§ **ASSIGNMENT**
Return the lines below in which the string "song" occurs.

§ **RECORDED INFORMATION**
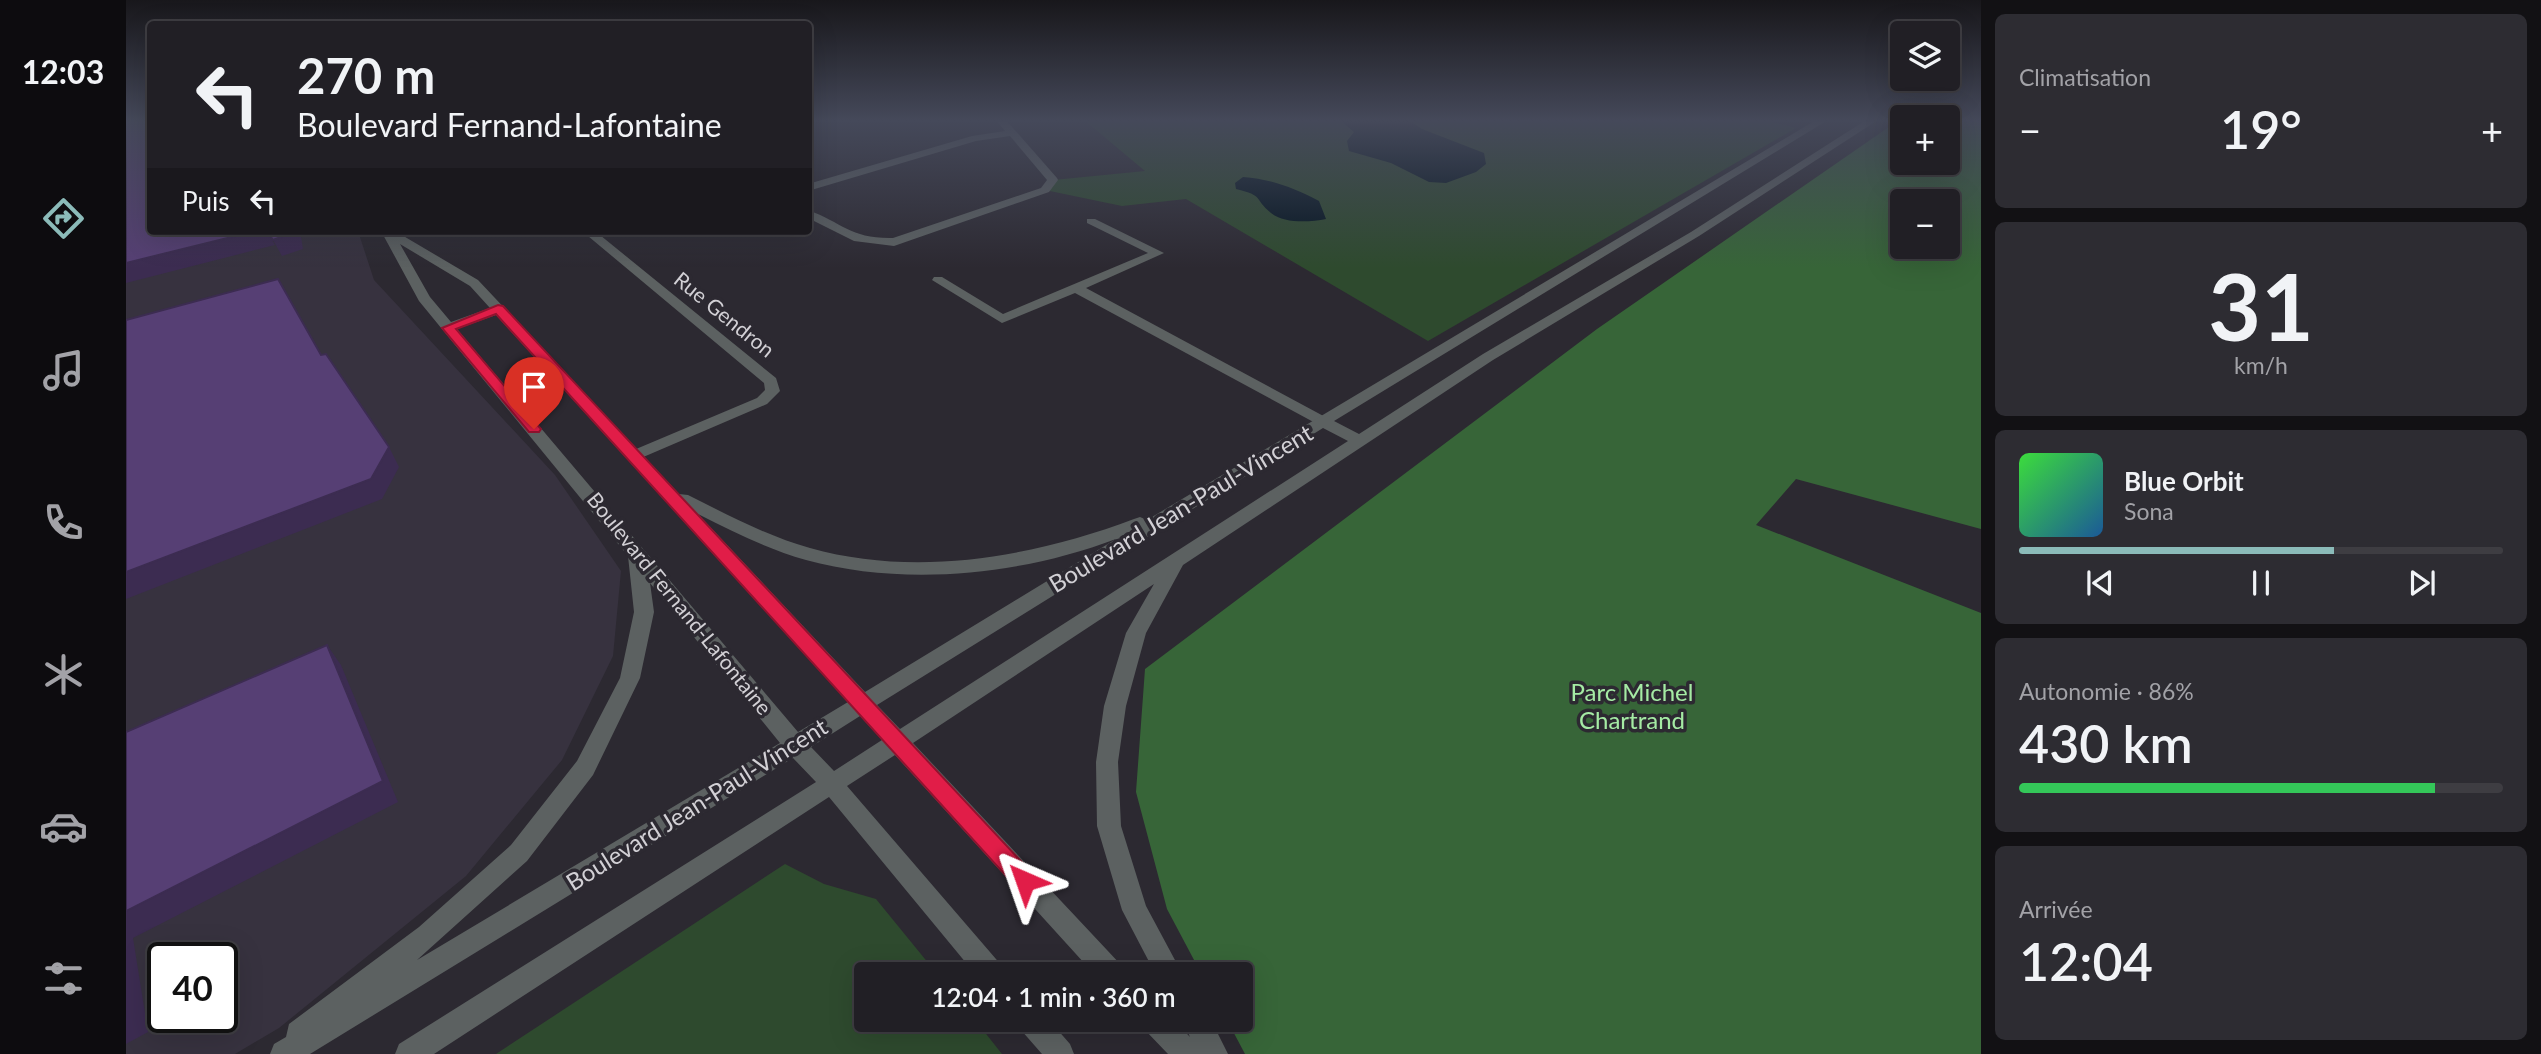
<!DOCTYPE html>
<html lang="fr">
<meta charset="utf-8">
<style>
:root{--surface:#211f25;--page:#2d2c32;--text:#f1f3f6;--muted:#a2a2a7;--line:#3e3d42;--accent:#8bbbb9}
body{margin:0;font-family:Lato,sans-serif;background:var(--page);color:var(--text);height:100vh;display:flex;flex-direction:column;font-size:26px;white-space:nowrap}
*{box-sizing:border-box;margin:0}
p{font-size:23px;color:var(--muted)}
.icon{flex:none;width:38px;height:38px;fill:none;stroke:currentColor;stroke-width:2;stroke-linecap:round;stroke-linejoin:round}
.map{position:relative;flex:1;overflow:hidden}
.details{display:flex;flex-direction:column;gap:14px;padding:14px;background:#121114;width:560px}
.details>*{flex:none}
.banner{position:absolute;left:21px;top:21px;width:665px;height:214px;border-radius:7px;box-shadow:0 7px 28px #0002,0 0 0 2px var(--line);background:#211f25;color:var(--text);overflow:hidden}
.fabs{position:absolute;left:1764px;top:21px;display:grid;gap:14px}
.fabs a{display:grid;place-items:center;width:70px;height:70px;border-radius:7px;background:var(--surface);box-shadow:0 7px 28px #0002,0 0 0 2px var(--line);font-size:35px}
.speed{position:absolute;left:21px;top:942px;display:flex;gap:14px;font-size:35px;font-weight:700;text-align:center}
.speed>*{display:grid;place-content:center;width:91px;height:91px;border-radius:50%;background:var(--surface);box-shadow:0 7px 28px #0002,0 0 0 2px var(--line);line-height:1}
.speed .limit{border:4px solid #111;border-radius:10px;background:#fff;color:#111}
.pin{position:absolute;display:grid;place-items:center;width:60px;height:60px;color:#fff;margin:-72px -30px;border-radius:50% 50% 50% 0;rotate:-45deg;box-shadow:0 0 7px #0007}
.pin .icon{rotate:45deg}
.me{position:absolute;width:77px;margin:-38px;rotate:317deg;stroke-linejoin:round;filter:drop-shadow(0 0 5px #0008)}
.turn{display:flex;align-items:center;gap:24px;height:147px;padding:0 35px;font-size:32px}
.turn .icon{width:91px;height:91px;stroke-width:2.5}
.turn b{display:block;font-size:49px;line-height:60px}
.then{display:flex;align-items:center;height:66px;padding:0 35px;background:#0003;gap:14px;font-size:26px}
.big{font-size:52px;font-weight:600;line-height:1.1}
.details .widget{flex:1;display:flex;flex-direction:column;justify-content:center;gap:10px;min-width:0;padding:0 24px;border-radius:10px;background:var(--page)}
.details .dial{align-items:center;gap:0}
.dial b{font-size:91px;line-height:1}
.song{display:flex;align-items:center;gap:21px}
.cover{width:84px;height:84px;border-radius:10px;background:linear-gradient(135deg,hsl(120 70% 55%),hsl(210 70% 35%))}
.played{height:7px;border-radius:4px;background:linear-gradient(90deg,var(--accent) 65%,var(--line) 65%)}
.keys{display:flex;justify-content:space-around;direction:ltr}
.heat{display:flex;justify-content:space-between;align-items:center;font-size:38px;direction:ltr}
.charge{height:10px;border-radius:5px;background:linear-gradient(90deg,#34c759 86%,var(--line) 0)}
.trip{position:absolute;left:728px;top:962px;width:399px;height:70px;border-radius:7px;background:var(--surface);box-shadow:0 7px 28px #0002,0 0 0 2px var(--line);font-weight:600;line-height:70px;text-align:center}
main{display:flex;flex:1;min-height:0}
.dock{display:flex;flex-direction:column;width:126px;justify-content:space-around;align-items:center;background:#0d0c0f;color:var(--muted)}
.dock .icon{width:49px;height:49px}
.dock .on{color:var(--accent)}
.dock b{font-size:32px;color:var(--text)}
.map>svg:first-child{display:block}
.built{fill:#37323f;fill-rule:evenodd}
.green{fill:#2e4a2e}
.forest{fill:#376538;fill-rule:evenodd}
.water{fill:#02131f}
.lines{fill:none;stroke-linecap:round;stroke-linejoin:round}
.minor{fill:#5c6161;fill-rule:evenodd}
.tertiary{fill:#5c6161;fill-rule:evenodd}
.shaded-wall{fill:#3c2c51}
.building{fill:#563f74;stroke:#3c2c51;stroke-width:2}
.route{fill:#e11d48;stroke:#92132f;stroke-width:2}
.labels{text-anchor:middle;stroke-width:7;stroke-linejoin:round;paint-order:stroke}
.street-label{font-size:21px;fill:#d2d0d5;stroke:#2c2931}
.near-street-label{font-size:24px;fill:#d2d0d5;stroke:#2c2931}
.near-park-label{font-size:24px;fill:#a5eba4;stroke:#2c2931}
</style>
<main>
<nav class="dock">
<b>12:03</b>
<svg class="icon on" aria-label="directions" viewBox="0 0 24 24"><path d="M12 3l9 9-9 9-9-9zM9 14v-3h6M13 9l2 2-2 2"/></svg>
<svg class="icon" aria-label="music" viewBox="0 0 24 24"><path d="M9 18V5l10-2v13"/><circle cx="6" cy="18" r="3"/><circle cx="16" cy="16" r="3"/></svg>
<svg class="icon" aria-label="phone" viewBox="0 0 24 24"><path d="M5 4h4l2 5-3 2q2 4 5 5l2-3 5 2v4C11 20 4 13 5 4z"/></svg>
<svg class="icon" aria-label="climate" viewBox="0 0 24 24"><path d="M12 3v18M4 7l16 10M4 17L20 7"/></svg>
<svg class="icon" aria-label="car" viewBox="0 0 24 24"><path d="M5 17H2v-5l4-1 3-4h7l3 4 3 1v5h-3M9 17h6M6 11h13"/><circle cx="7" cy="17" r="2"/><circle cx="17" cy="17" r="2"/></svg>
<svg class="icon" aria-label="filters" viewBox="0 0 24 24"><path d="M4 7h16M4 17h16"/><circle cx="9" cy="7" r="2"/><circle cx="15" cy="17" r="2"/></svg>
</nav>
<div class="map">
<svg width="1855" height="1054" viewBox="0 0 1855 1054">
<rect width="100%" height="100%" fill="#2c2931"/>
<!-- built -->
<path class="built" d="M0,120H24V231H232L248,280L429,475L495,571L487,656L436,760L340,876L153,1028L109,1054H0ZM37,957H96V1017H37Z"/>
<!-- green -->
<g class="green">
<polygon points="958,120 1640,120 1670,128 1302,341 1060,199 996,206 919,190 927,180 1019,171"/>
<polygon points="659,864 698,884 750,899 812,975 740,975 740,1020 849,1020 876,1054 370,1054"/>
</g>
<!-- forest -->
<path class="forest" d="M1773,120H1776V163H1822V120H1855V529L1670,479L1630,525L1855,613V1054H1119L1101,1020H1115V975H1076L1041,909L1010,792L1019,669L1471,329ZM1776,201H1822V247H1776Z"/>
<!-- water -->
<g class="water">
<polygon points="1214,120 1283,120 1296,129 1358,153 1360,164 1350,172 1320,183 1303,182 1265,163 1223,151 1221,141 1228,132"/>
<path d="M1117,177C1145,179 1168,188 1193,201L1200,219C1184,222 1159,224 1145,213C1127,198 1139,196 1110,189L1109,183Z"/>
</g>
<g class="lines">
<!-- minor -->
<g class="minor">
<polygon points="682,120 693,120 682,125"/>
<path d="M870,120H880L931,178L932,180L923,192L768,246L728,241L682,218V210C717,223 725,239 767,238L915,188L921,180L884,136L850,141L682,191V184L846,136L879,131Z"/>
<polygon points="961,219 969,219 1038,253 960,288 1203,419 1206,422 1203,425 1193,425 949,293 876,323 806,280 808,277 816,277 877,314 1022,253 961,223"/>
<polygon points="456,231 469,231 650,378 654,391 641,404 515,458 503,458 501,455 503,452 631,398 639,390 638,383"/>
</g>
<!-- tertiary -->
<g class="tertiary">
<path d="M1690,120H1702L1208,421L1233,434L1357,354L1565,232L1740,120H1752L1573,236L1367,360L1057,565L1020,633L1000,706L992,762L995,826L1020,906L1057,975H1030L996,910L971,826L970,762L978,706L1000,633L1028,584L787,743L996,966L1000,975H969L769,755L721,786L876,966L880,975H850L703,797L308,1054H269L273,1044L690,782L667,758L184,1054H144L148,1044L160,1037L163,1024L293,927L385,845L451,761L494,678L508,612L502,556L293,301L255,231H269L352,280L553,494L562,495C602,515 641,536 684,548C790,578 907,557 1008,519L1014,517L1021,520ZM274,244L344,286L364,308L325,322L304,297ZM370,315L722,702L672,732L331,329ZM1197,428L1222,441L774,729L751,705ZM572,514C607,532 642,549 680,560C779,587 895,575 990,539L739,692ZM524,583L654,743L291,960L401,861L467,775L514,678L528,612ZM734,716L756,740L708,771L685,747Z"/>
<polygon points="891,1020 923,1020 944,1044 948,1054 916,1054 895,1030"/>
<polygon points="1015,1020 1048,1020 1064,1037 1056,1020 1085,1020 1102,1054 1042,1054 1019,1030"/>
</g>
</g>
<!-- shaded-wall -->
<g class="shaded-wall">
<polygon points="130,231 141,231 149,245 0,283 0,263"/>
<polygon points="168,231 174,231 177,249 156,256 147,240"/>
<polygon points="263,447 273,467 256,499 0,599 0,572"/>
<polygon points="201,645 215,665 272,802 7,938 22,1032 0,1044 0,911"/>
</g>
<!-- building -->
<g class="building">
<polygon points="0,120 24,120 24,231 130,231 0,263"/>
<polygon points="141,231 168,231 168,232 147,240"/>
<polygon points="152,279 195,355 200,354 263,447 245,479 0,572 0,320"/>
<polygon points="201,645 257,781 0,911 0,732"/>
</g>
<!-- sky -->
<linearGradient id="sky" x2="0" y2="1"><stop stop-color="#18171b"/><stop offset="0.45" stop-color="#45495a"/><stop offset="1" stop-color="#45495a" stop-opacity="0"/></linearGradient>
<rect width="1855" height="268" fill="url(#sky)"/>
<!-- route -->
<polygon class="route" points="372,305 377,306 907,874 910,881 907,888 899,891 891,888 370,314 330,329 415,429 413,432 403,432 316,328"/>
<g class="labels">
<!-- street labels -->
<g class="street-label">
<text transform="translate(598 315) rotate(39)" y="7">Rue Gendron</text>
<text transform="translate(553 604) rotate(51)" y="7">Boulevard Fernand-Lafontaine</text>
</g>
<!-- near-street labels -->
<g class="near-street-label">
<text transform="translate(1055 509) rotate(-31)" y="8">Boulevard Jean-Paul-Vincent</text>
<text transform="translate(571 805) rotate(-32)" y="8">Boulevard Jean-Paul-Vincent</text>
</g>
<!-- near-park labels -->
<g class="near-park-label">
<text x="1506" y="701">Parc Michel<tspan x="1506" dy="28">Chartrand</tspan></text>
</g>
</g>
</svg>
<div class="fabs">
<a><svg class="icon" aria-label="layers" viewBox="0 0 24 24"><path d="M12 4l9 5-9 5-9-5zM3 14l9 5 9-5"/></svg></a>
<a>+</a>
<a>−</a>
</div>
<div class="speed"><div class="limit">40</div></div>
<div class="pin" style="left:408px;top:429px;background:#d93025"><svg class="icon" aria-label="arrive" viewBox="0 0 24 24"><path d="M6 21V4h12l-3 4 3 4H6"/></svg></div>
<svg class="me" style="left:899px;top:881px" viewBox="-20 -20 40 40"><path d="M0-17L14 15 0 8-14 15z" fill="#e11d48" stroke="#fff" stroke-width="4"/></svg>
<div class="trip">12:04 · 1 min · 360 m</div>
<div class="banner">
<div class="turn"><svg class="icon" aria-label="left" viewBox="0 0 24 24"><path d="M17 20v-9H6M10 6l-5 5 5 5"/></svg><div><b>270 m</b>Boulevard Fernand-Lafontaine</div></div>
<div class="then">Puis<svg class="icon" aria-label="left" viewBox="0 0 24 24"><path d="M17 20v-9H6M10 6l-5 5 5 5"/></svg></div>
</div>
</div>
<section class="details">
<div class="widget"><p>Climatisation</p>
<div class="heat"><a>−</a><b class="big">19°</b><a>+</a></div>
</div>
<div class="widget dial"><b>31</b><p>km/h</p></div>
<div class="widget">
<div class="song"><i class="cover"></i><div><b>Blue Orbit</b><p>Sona</p></div></div>
<div class="played"></div>
<div class="keys"><svg class="icon" aria-label="previous" viewBox="0 0 24 24"><path d="M18 5L8 12l10 7zM5 5v14"/></svg><svg class="icon" aria-label="pause" viewBox="0 0 24 24"><path d="M8 5v14M16 5v14"/></svg><svg class="icon" aria-label="next" viewBox="0 0 24 24"><path d="M6 5l10 7-10 7zM19 5v14"/></svg></div>
</div>
<div class="widget"><p>Autonomie · 86%</p><b class="big">430 km</b><div class="charge"></div></div>
<div class="widget"><p>Arrivée</p><b class="big">12:04</b></div>
</section>
</main>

§ **RESULT FOR THIS EXERCISE**
.song{display:flex;align-items:center;gap:21px}
<div class="song"><i class="cover"></i><div><b>Blue Orbit</b><p>Sona</p></div></div>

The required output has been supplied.